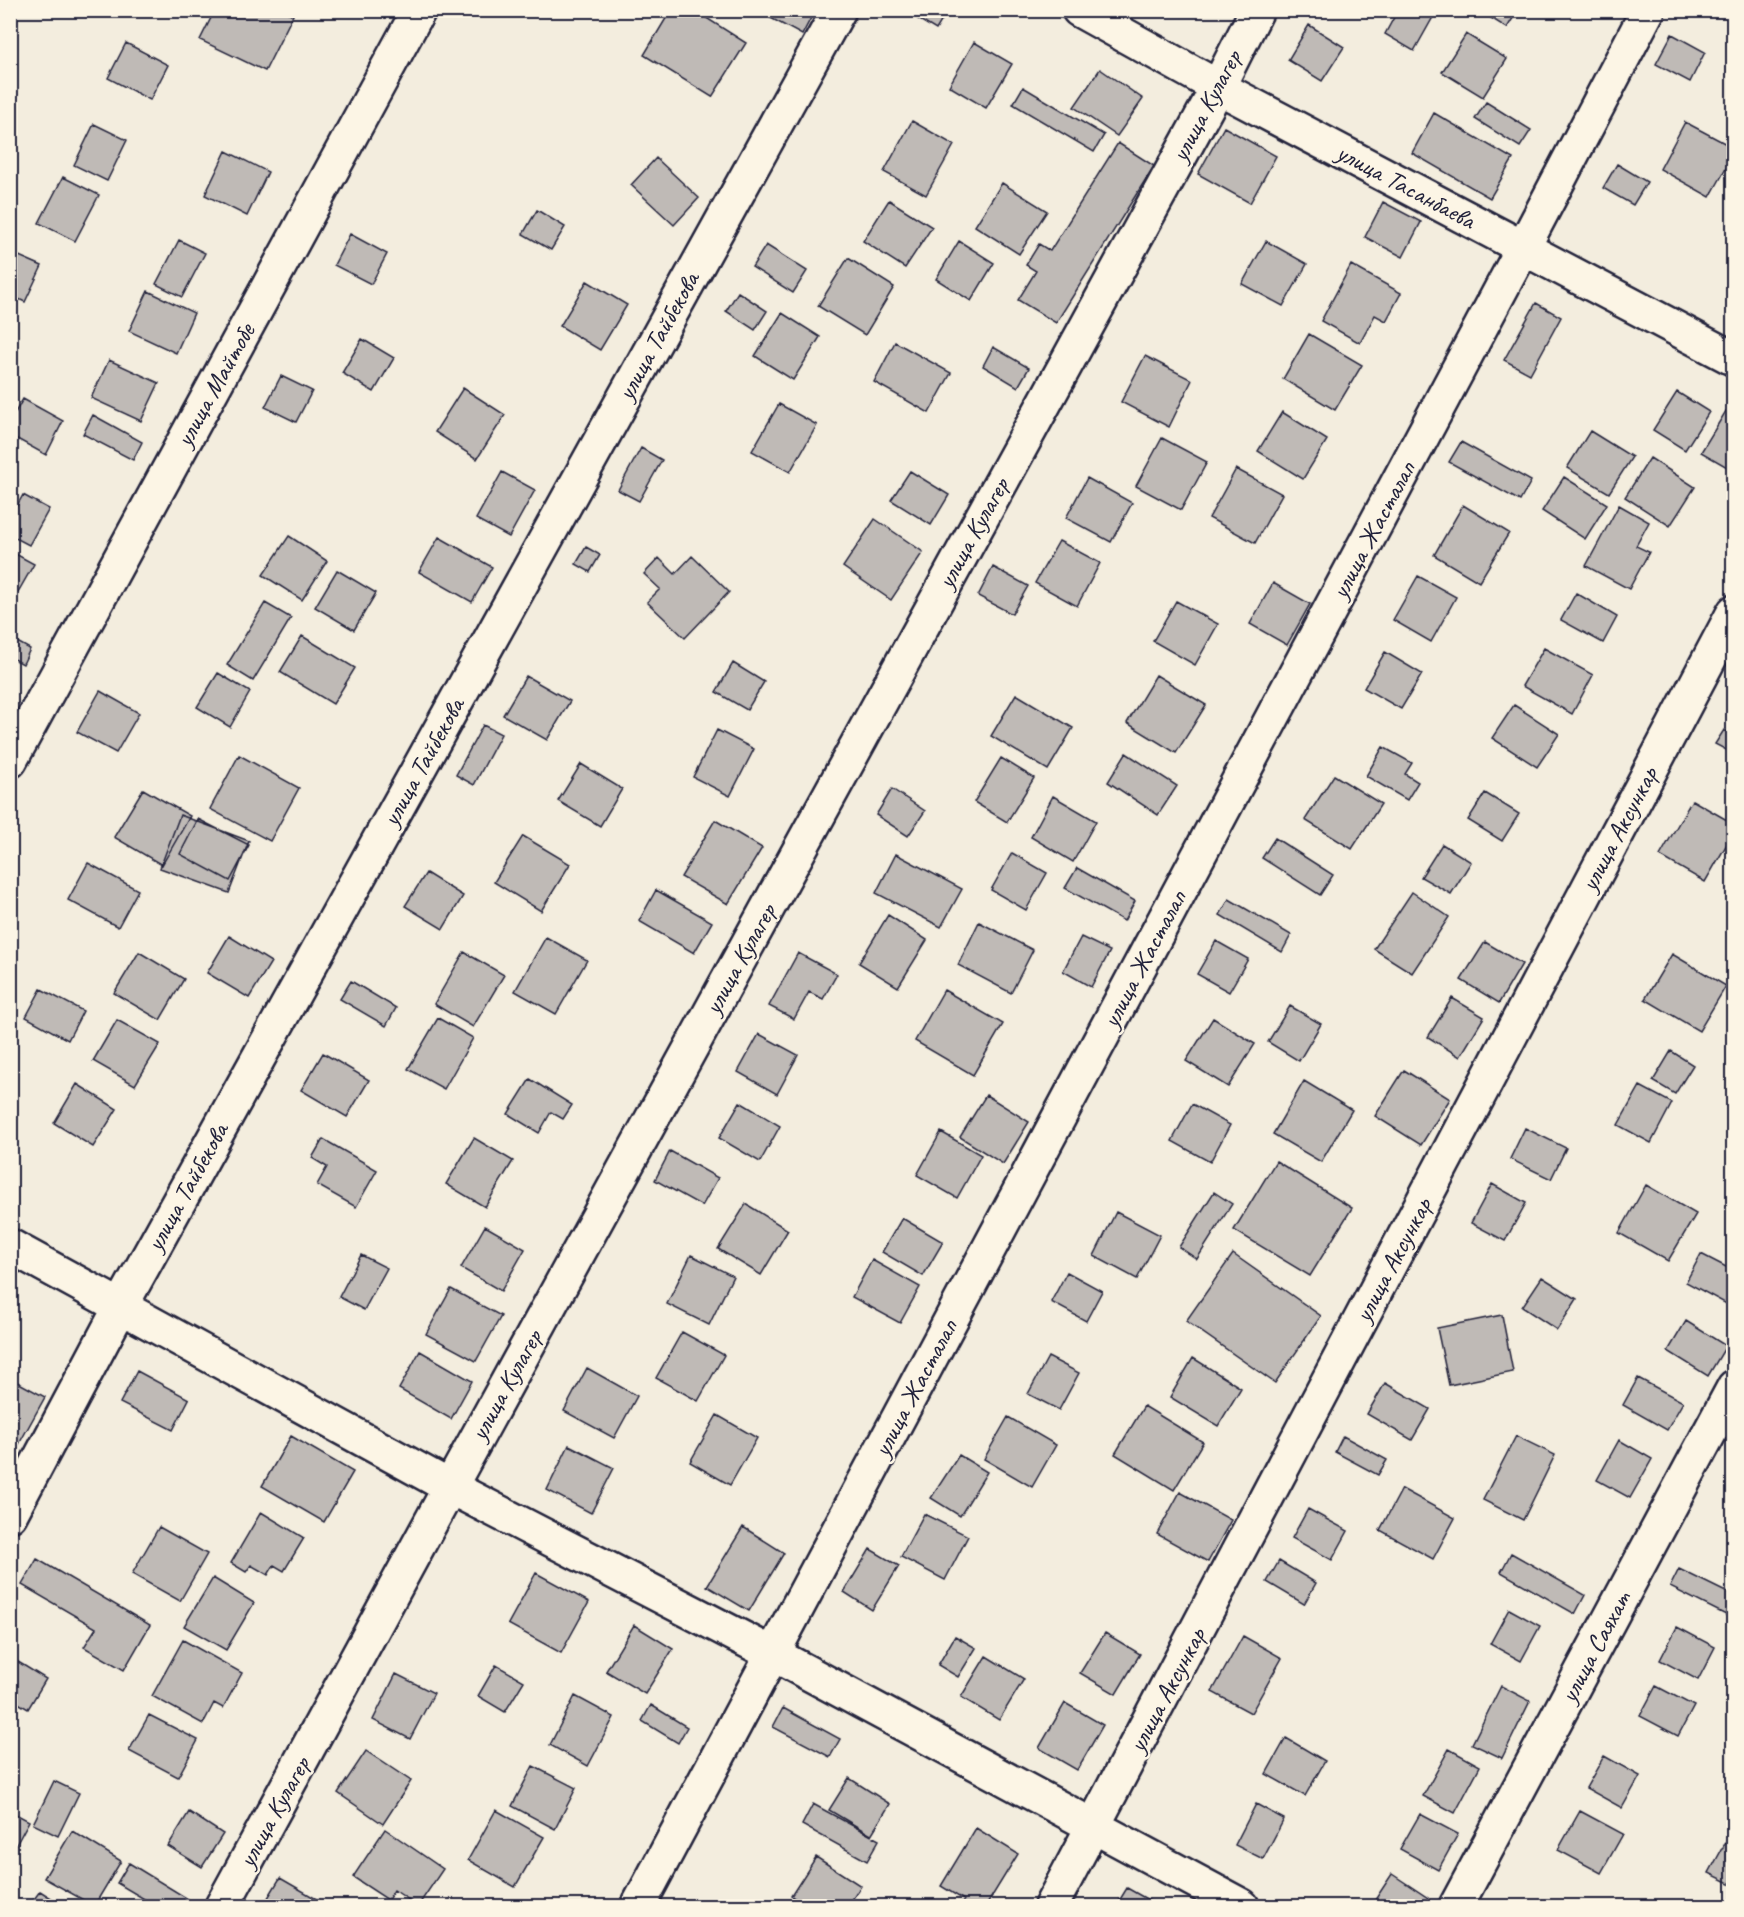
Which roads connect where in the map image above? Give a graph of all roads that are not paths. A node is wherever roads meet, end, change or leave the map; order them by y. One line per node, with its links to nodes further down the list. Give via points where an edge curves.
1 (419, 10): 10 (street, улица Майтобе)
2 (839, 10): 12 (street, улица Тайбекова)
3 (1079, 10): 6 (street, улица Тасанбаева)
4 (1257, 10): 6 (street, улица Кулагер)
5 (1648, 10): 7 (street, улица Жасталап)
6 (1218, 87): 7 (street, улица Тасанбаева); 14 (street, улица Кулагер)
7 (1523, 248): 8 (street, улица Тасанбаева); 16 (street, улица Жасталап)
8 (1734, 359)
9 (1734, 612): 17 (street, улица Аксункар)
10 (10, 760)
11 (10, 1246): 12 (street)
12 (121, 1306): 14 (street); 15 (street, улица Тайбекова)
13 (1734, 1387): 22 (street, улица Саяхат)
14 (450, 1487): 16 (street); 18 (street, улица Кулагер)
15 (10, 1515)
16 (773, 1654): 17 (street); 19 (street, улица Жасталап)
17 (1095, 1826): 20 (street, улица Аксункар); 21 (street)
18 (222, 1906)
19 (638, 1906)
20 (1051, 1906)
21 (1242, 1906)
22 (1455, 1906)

—————

Your goal: Would you retype every line shown above exactly, leaving the pictures aside?

Result of this exercise:
Which roads connect where in the map image above? Give a graph of all roads that are not paths. A node is wherever roads meet, end, change or leave the map; order them by y. One line per node, with its links to nodes further down the list. Give via points where an edge curves.
1 (419, 10): 10 (street, улица Майтобе)
2 (839, 10): 12 (street, улица Тайбекова)
3 (1079, 10): 6 (street, улица Тасанбаева)
4 (1257, 10): 6 (street, улица Кулагер)
5 (1648, 10): 7 (street, улица Жасталап)
6 (1218, 87): 7 (street, улица Тасанбаева); 14 (street, улица Кулагер)
7 (1523, 248): 8 (street, улица Тасанбаева); 16 (street, улица Жасталап)
8 (1734, 359)
9 (1734, 612): 17 (street, улица Аксункар)
10 (10, 760)
11 (10, 1246): 12 (street)
12 (121, 1306): 14 (street); 15 (street, улица Тайбекова)
13 (1734, 1387): 22 (street, улица Саяхат)
14 (450, 1487): 16 (street); 18 (street, улица Кулагер)
15 (10, 1515)
16 (773, 1654): 17 (street); 19 (street, улица Жасталап)
17 (1095, 1826): 20 (street, улица Аксункар); 21 (street)
18 (222, 1906)
19 (638, 1906)
20 (1051, 1906)
21 (1242, 1906)
22 (1455, 1906)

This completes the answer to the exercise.